Not that I disagree with you as I personaly would not put one in a chimney for the reasons you gave.

sparky1
Member
# Posted: 9 Jun 2012 09:08am
Reply 


the coils i bought back in 84's were "Round as well" better flow---flatten out 1/2" pipe & you restrict the flow.
i looked for the paper work can't find it .
& i eventually burned out the stove threw it away-it's one with Flip top-Brick lined access right end held 22 "logs--you could cook on it-they (were) about 300.oo at the time-I still see them,in Hard ware stores,@599.oo 6" output on the Back.

exsailor
Member
# Posted: 6 Jul 2012 12:20pm
Reply 


Seems like a better way of doing this is a flat reservoir tank would be setting on top of the stove.

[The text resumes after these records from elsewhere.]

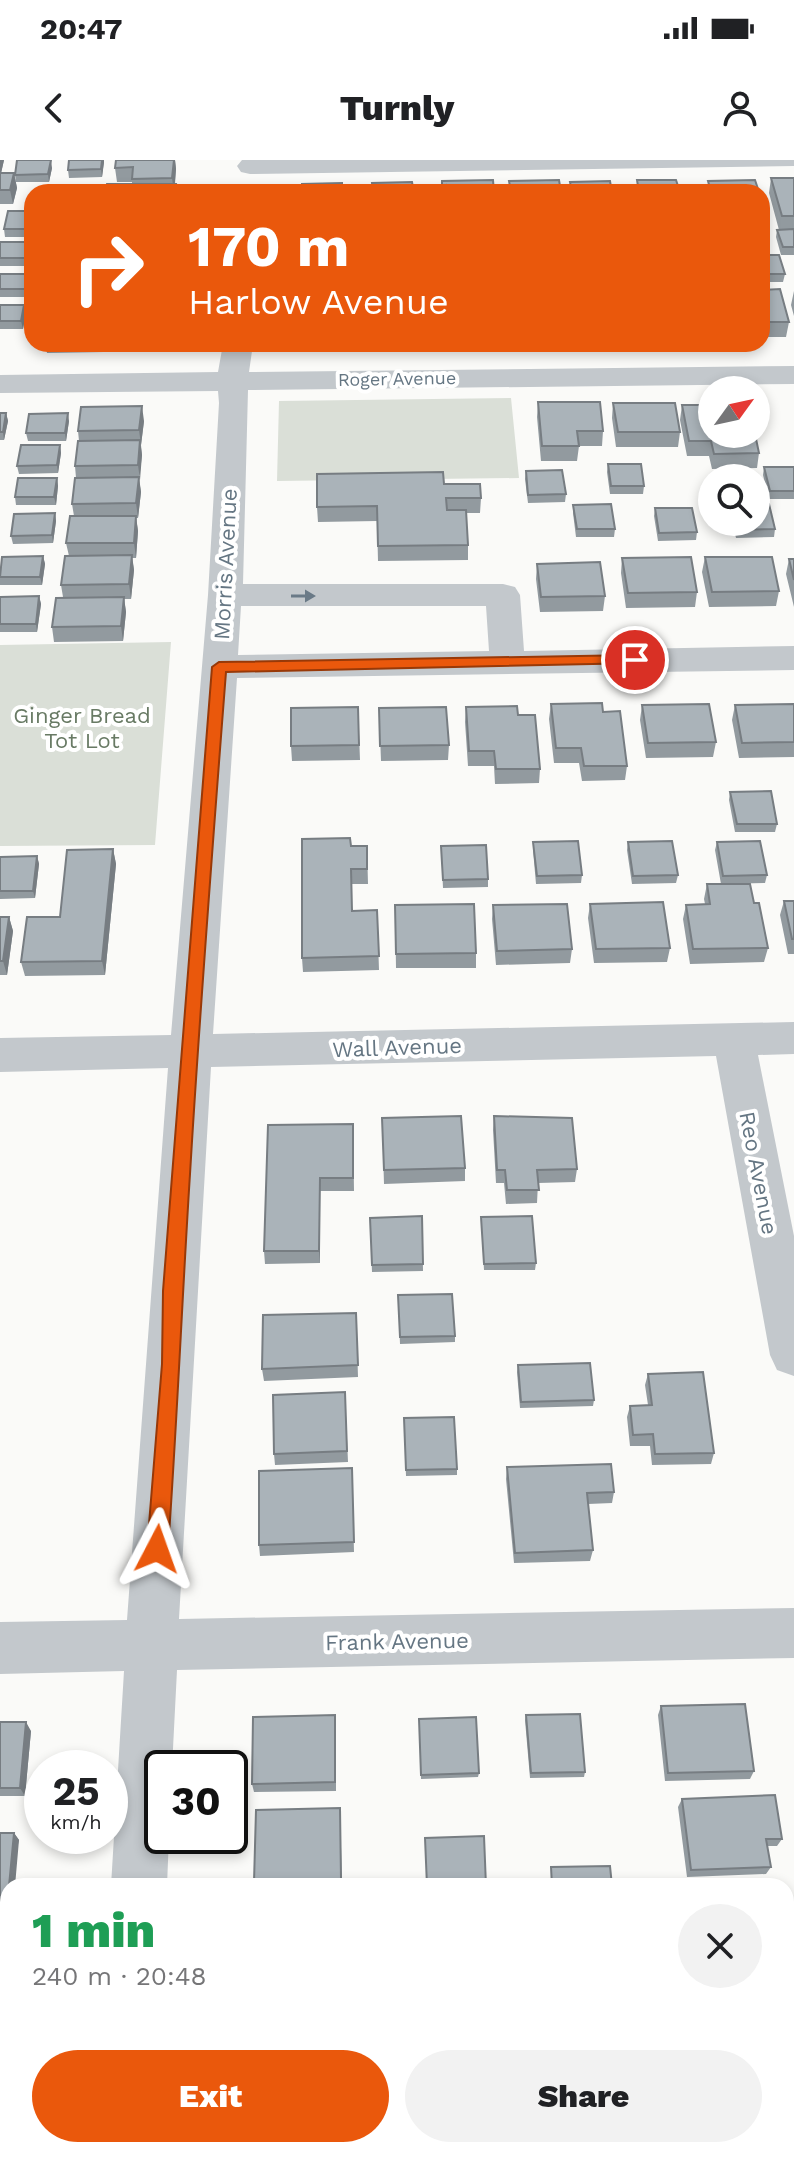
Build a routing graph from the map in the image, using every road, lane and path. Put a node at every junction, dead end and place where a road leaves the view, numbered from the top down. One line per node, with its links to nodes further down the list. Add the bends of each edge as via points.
1 (786, 160): 2 (street)
2 (250, 173)
3 (235, 362): 4 (street, Roger Avenue); 5 (street, Roger Avenue); 6 (street, Morris Avenue)
4 (794, 375)
5 (0, 384)
6 (225, 595): 8 (street, one-way to 8, via 503,595); 9 (street, Morris Avenue)
7 (794, 658): 8 (street)
8 (507, 662): 9 (street)
9 (219, 667): 12 (street, Morris Avenue)
10 (794, 1038): 11 (street, Wall Avenue)
11 (734, 1039): 12 (street, Wall Avenue); 14 (street, Reo Avenue)
12 (189, 1051): 13 (street, Wall Avenue); 16 (street, Morris Avenue)
13 (0, 1055)
14 (794, 1355)
15 (794, 1633): 16 (street, Frank Avenue)
16 (152, 1646): 17 (street, Frank Avenue); 18 (street, Morris Avenue)
17 (0, 1648)
18 (139, 1878)

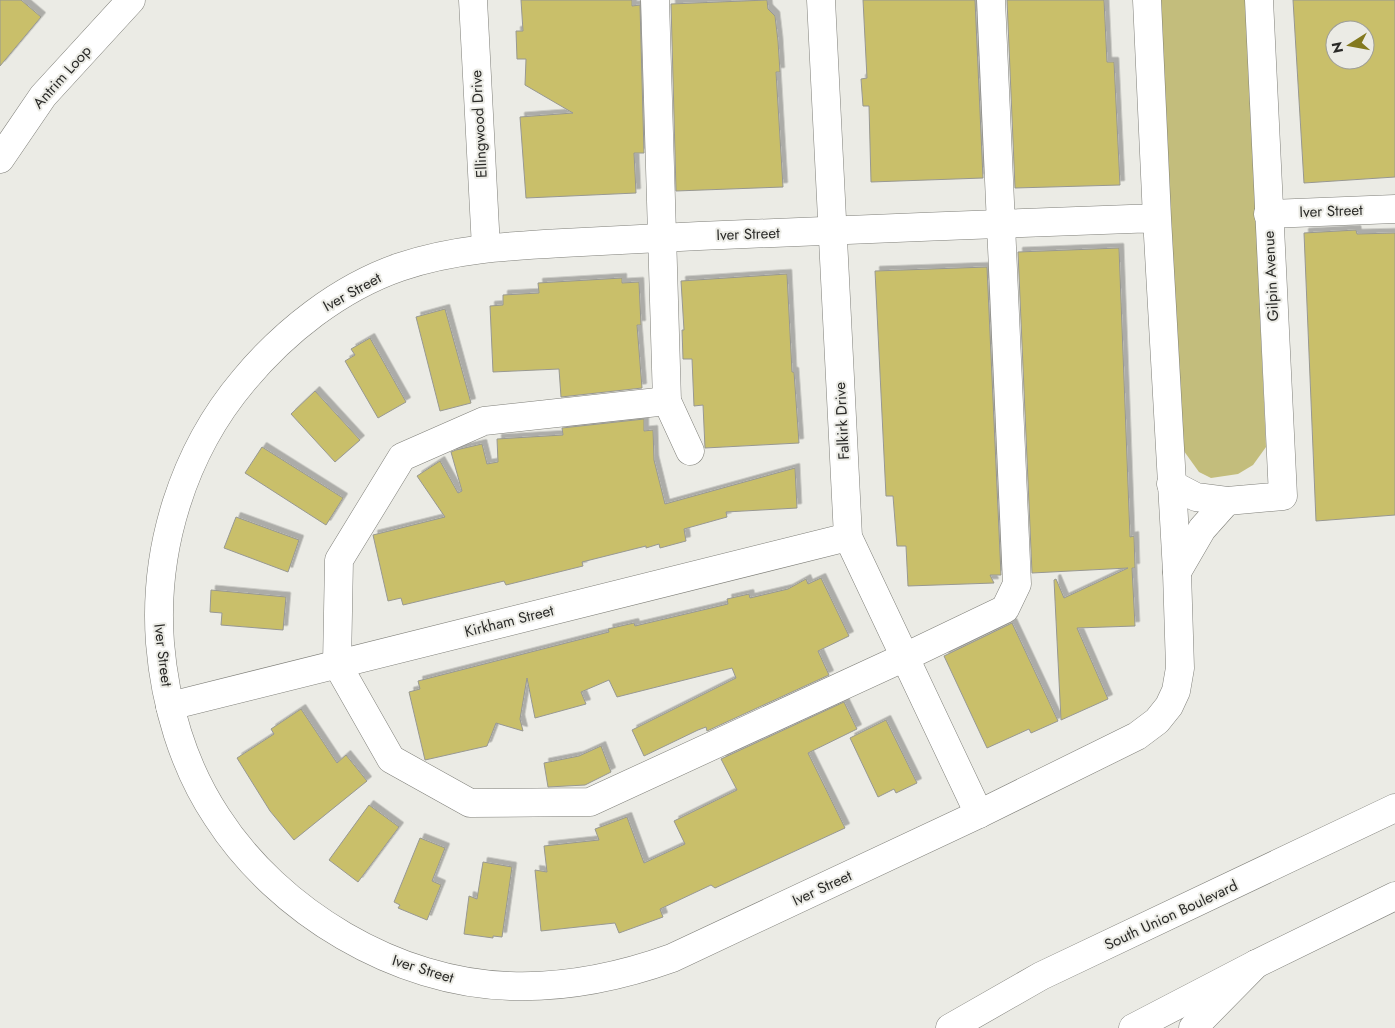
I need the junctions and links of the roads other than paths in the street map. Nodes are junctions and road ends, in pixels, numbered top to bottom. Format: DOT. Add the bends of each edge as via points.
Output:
graph roads {
  1 [pos="131,0"];
  2 [pos="473,0"];
  3 [pos="655,0"];
  4 [pos="822,0"];
  5 [pos="991,0"];
  6 [pos="1147,0"];
  7 [pos="1259,0"];
  8 [pos="0,160"];
  9 [pos="1395,209"];
  10 [pos="1268,214"];
  11 [pos="1157,218"];
  12 [pos="1001,223"];
  13 [pos="833,230"];
  14 [pos="662,238"];
  15 [pos="486,248"];
  16 [pos="667,400"];
  17 [pos="690,451"];
  18 [pos="1171,484"];
  19 [pos="1227,501"];
  20 [pos="848,537"];
  21 [pos="1178,572"];
  22 [pos="905,657"];
  23 [pos="337,664"];
  24 [pos="170,706"];
  25 [pos="1395,808"];
  26 [pos="979,814"];
  27 [pos="1395,896"];
  28 [pos="1256,964"];
  29 [pos="950,1028"];
  30 [pos="1133,1028"];
  31 [pos="1193,1028"];
  1 -- 8 [label="main road, Antrim Loop" via="43,96"];
  2 -- 15 [label="main road, Ellingwood Drive"];
  3 -- 14 [label="main road"];
  4 -- 13 [label="main road, Falkirk Drive"];
  5 -- 12 [label="main road"];
  6 -- 11 [label="main road"];
  7 -- 10 [label="main road, Gilpin Avenue"];
  9 -- 10 [label="main road, Iver Street"];
  10 -- 19 [label="main road, Gilpin Avenue" via="1283,496"];
  11 -- 12 [label="main road, Iver Street"];
  11 -- 18 [label="main road"];
  12 -- 13 [label="main road, Iver Street"];
  12 -- 22 [label="main road" via="1017,584 1005,609"];
  13 -- 14 [label="main road, Iver Street"];
  13 -- 20 [label="main road, Falkirk Drive"];
  14 -- 15 [label="main road, Iver Street"];
  14 -- 16 [label="main road"];
  15 -- 24 [label="main road, Iver Street" via="397,268 360,286 319,310 289,334 259,362 234,392 210,428 177,499 166,542 158,616"];
  16 -- 17 [label="main road"];
  16 -- 23 [label="main road" via="484,420 402,457 339,560"];
  18 -- 19 [label="main road, Gilpin Avenue" via="1196,497"];
  18 -- 21 [label="main road"];
  19 -- 21 [label="main road" via="1202,529"];
  20 -- 22 [label="main road, Falkirk Drive"];
  20 -- 23 [label="main road, Kirkham Street"];
  21 -- 26 [label="main road, Iver Street" via="1180,668 1176,691 1157,721 1137,736"];
  22 -- 23 [label="main road" via="590,802 470,803 391,759"];
  22 -- 26 [label="main road, Falkirk Drive"];
  23 -- 24 [label="main road, Kirkham Street"];
  24 -- 26 [label="main road, Iver Street" via="181,746 217,818 244,853 271,880 308,912 343,936 388,958 468,981 507,986 554,985 593,982 631,973 672,958"];
  25 -- 29 [label="main road, South Union Boulevard" via="1041,976"];
  27 -- 28 [label="main road"];
  28 -- 30 [label="main road"];
  28 -- 31 [label="main road"];
}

The entire tank would be ho so you could still cook on the surface if you wished. You use direct heat transfer, with enough volume to use thermodynamic transfer, constantly pulling the cool water return loop into the tank. No pump would be needed unless maybe at the far end. You wouldn't have to concern yourself with cooling your stove pipe and creosote build- up. This should work for wall board heat or even under the floor radiant heat. You could tap off the side for hot water supply for the shower or sink. If you leave the top with a vented cap you wouldn't have to worry about a steam explosion, which would be very bad. You could also top off the tank after depleting the water supply for dishes or a shower. Temperature regulation would be a problem for radiant or base board heat. Since the top is vented you would keep the cabin air moist in the winter, maybe too moist.